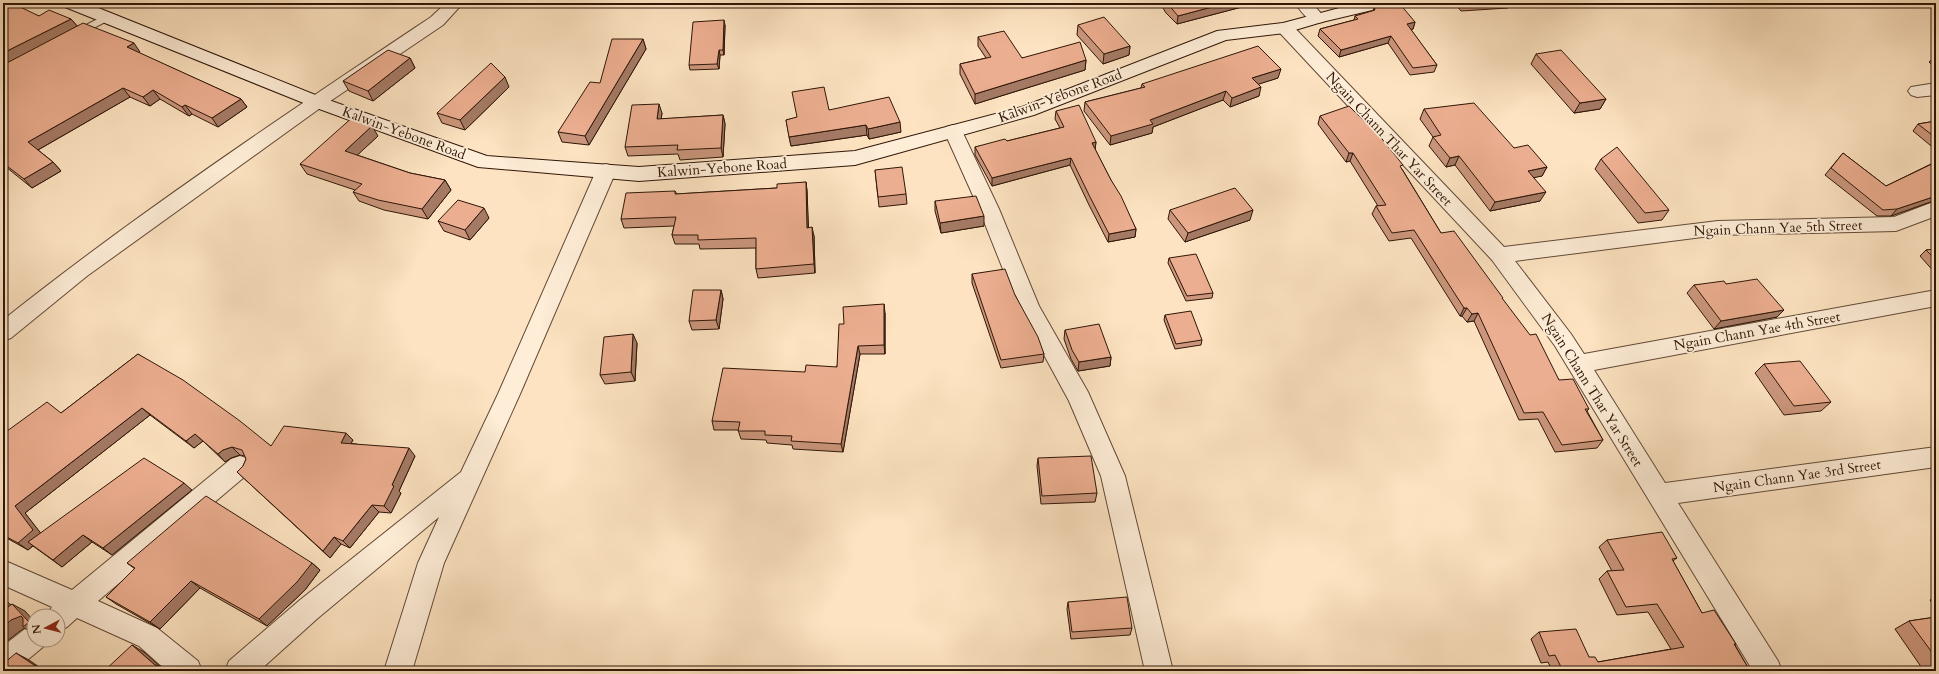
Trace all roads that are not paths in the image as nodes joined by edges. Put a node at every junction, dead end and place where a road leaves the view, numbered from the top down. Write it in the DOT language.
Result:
graph roads {
  1 [pos="71,3"];
  2 [pos="454,3"];
  3 [pos="1303,3"];
  4 [pos="1379,3"];
  5 [pos="107,17"];
  6 [pos="1317,18"];
  7 [pos="1285,28"];
  8 [pos="65,39"];
  9 [pos="1936,89"];
  10 [pos="1917,91"];
  11 [pos="317,102"];
  12 [pos="953,131"];
  13 [pos="606,171"];
  14 [pos="1936,208"];
  15 [pos="1500,255"];
  16 [pos="1936,298"];
  17 [pos="3,332"];
  18 [pos="1578,364"];
  19 [pos="1936,457"];
  20 [pos="240,466"];
  21 [pos="471,477"];
  22 [pos="1658,495"];
  23 [pos="3,572"];
  24 [pos="61,608"];
  25 [pos="66,611"];
  26 [pos="26,644"];
  27 [pos="3,663"];
  28 [pos="188,671"];
  29 [pos="239,671"];
  30 [pos="398,671"];
  31 [pos="1159,671"];
  32 [pos="1768,671"];
  1 -- 5 [label="street, Kalwin-Yebone Road"];
  2 -- 11 [label="street"];
  3 -- 6 [label="street"];
  4 -- 6 [label="street, Kalwin-Yebone Road"];
  5 -- 8 [label="lane"];
  5 -- 11 [label="street, Kalwin-Yebone Road"];
  6 -- 7 [label="street, Kalwin-Yebone Road"];
  7 -- 12 [label="street, Kalwin-Yebone Road"];
  7 -- 15 [label="street, Ngain Chann Thar Yar Street"];
  9 -- 10 [label="street"];
  11 -- 13 [label="street, Kalwin-Yebone Road"];
  11 -- 17 [label="street"];
  12 -- 13 [label="street, Kalwin-Yebone Road"];
  12 -- 31 [label="street"];
  13 -- 21 [label="street"];
  14 -- 15 [label="street, Ngain Chann Yae 5th Street"];
  15 -- 18 [label="street, Ngain Chann Thar Yar Street"];
  16 -- 18 [label="street, Ngain Chann Yae 4th Street"];
  18 -- 22 [label="street, Ngain Chann Thar Yar Street"];
  19 -- 22 [label="street, Ngain Chann Yae 3rd Street"];
  20 -- 25 [label="street"];
  21 -- 29 [label="street"];
  21 -- 30 [label="street"];
  22 -- 32 [label="street, Ngain Chann Thar Yar Street"];
  23 -- 24 [label="street"];
  25 -- 28 [label="street"];
  26 -- 27 [label="street"];
}
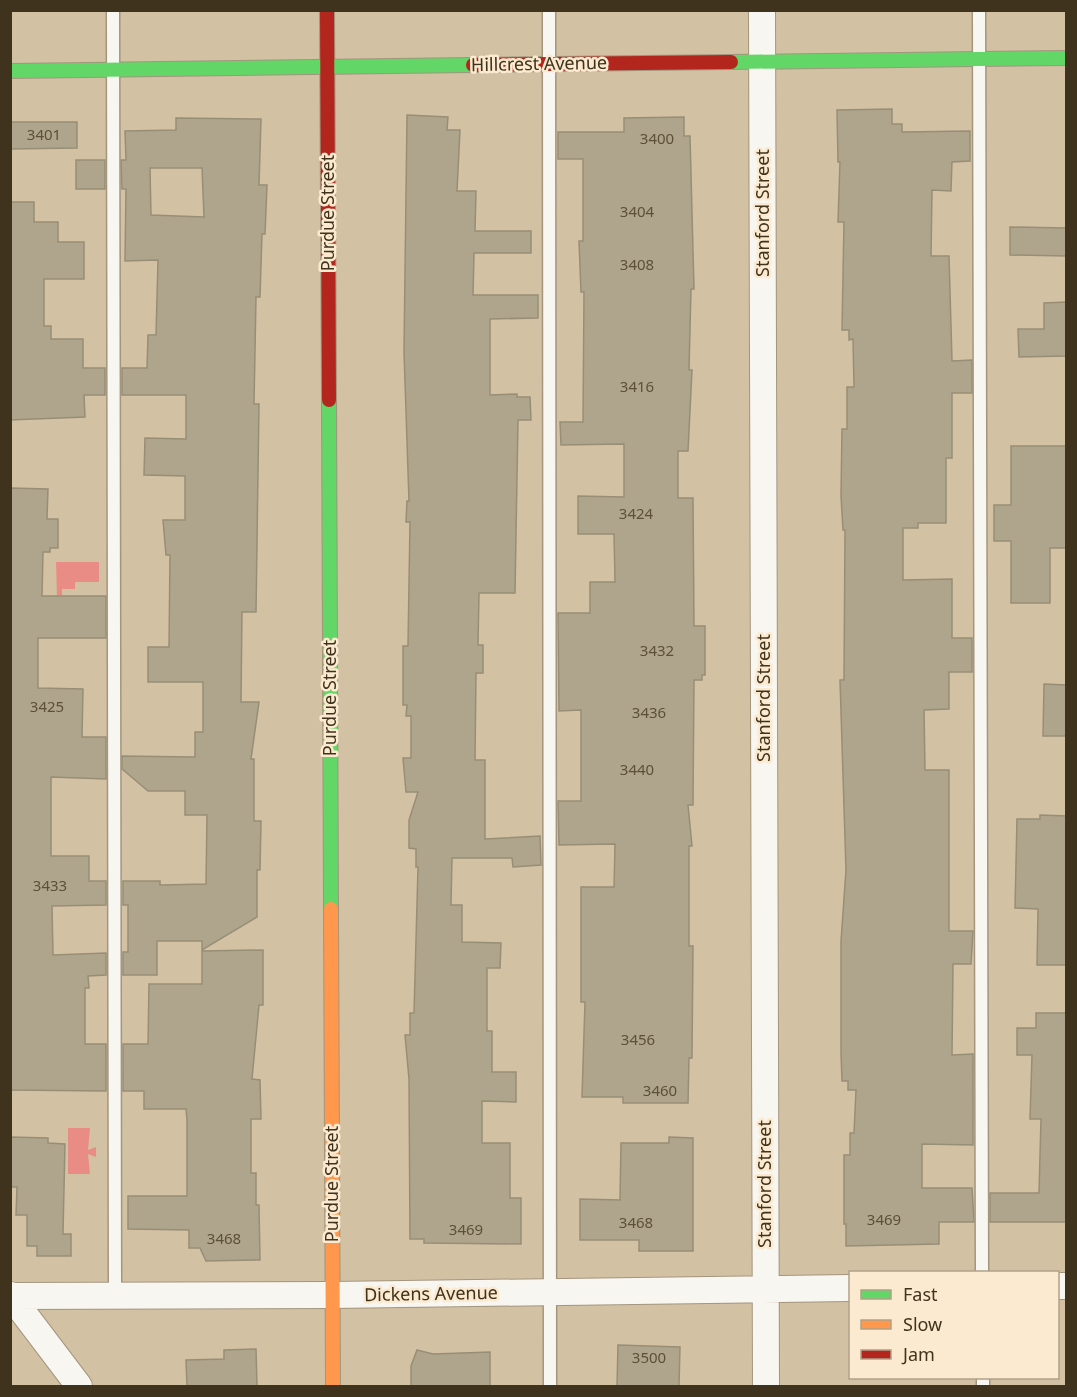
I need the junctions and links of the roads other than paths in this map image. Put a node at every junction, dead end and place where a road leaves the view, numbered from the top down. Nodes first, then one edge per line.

+--

▸ What to produce
Check each line above for the string "place" and show the ones that have it.

▸ Exercise output
Trace all roads that are not paths in the image as nodes joined by edges. Put a node at every junction, dead end and place where a road leaves the view, numbered from the top down. Write it in the DOT language.
I need the junctions and links of the roads other than paths in this map image. Put a node at every junction, dead end and place where a road leaves the view, numbered from the top down. Nodes first, then one edge per line.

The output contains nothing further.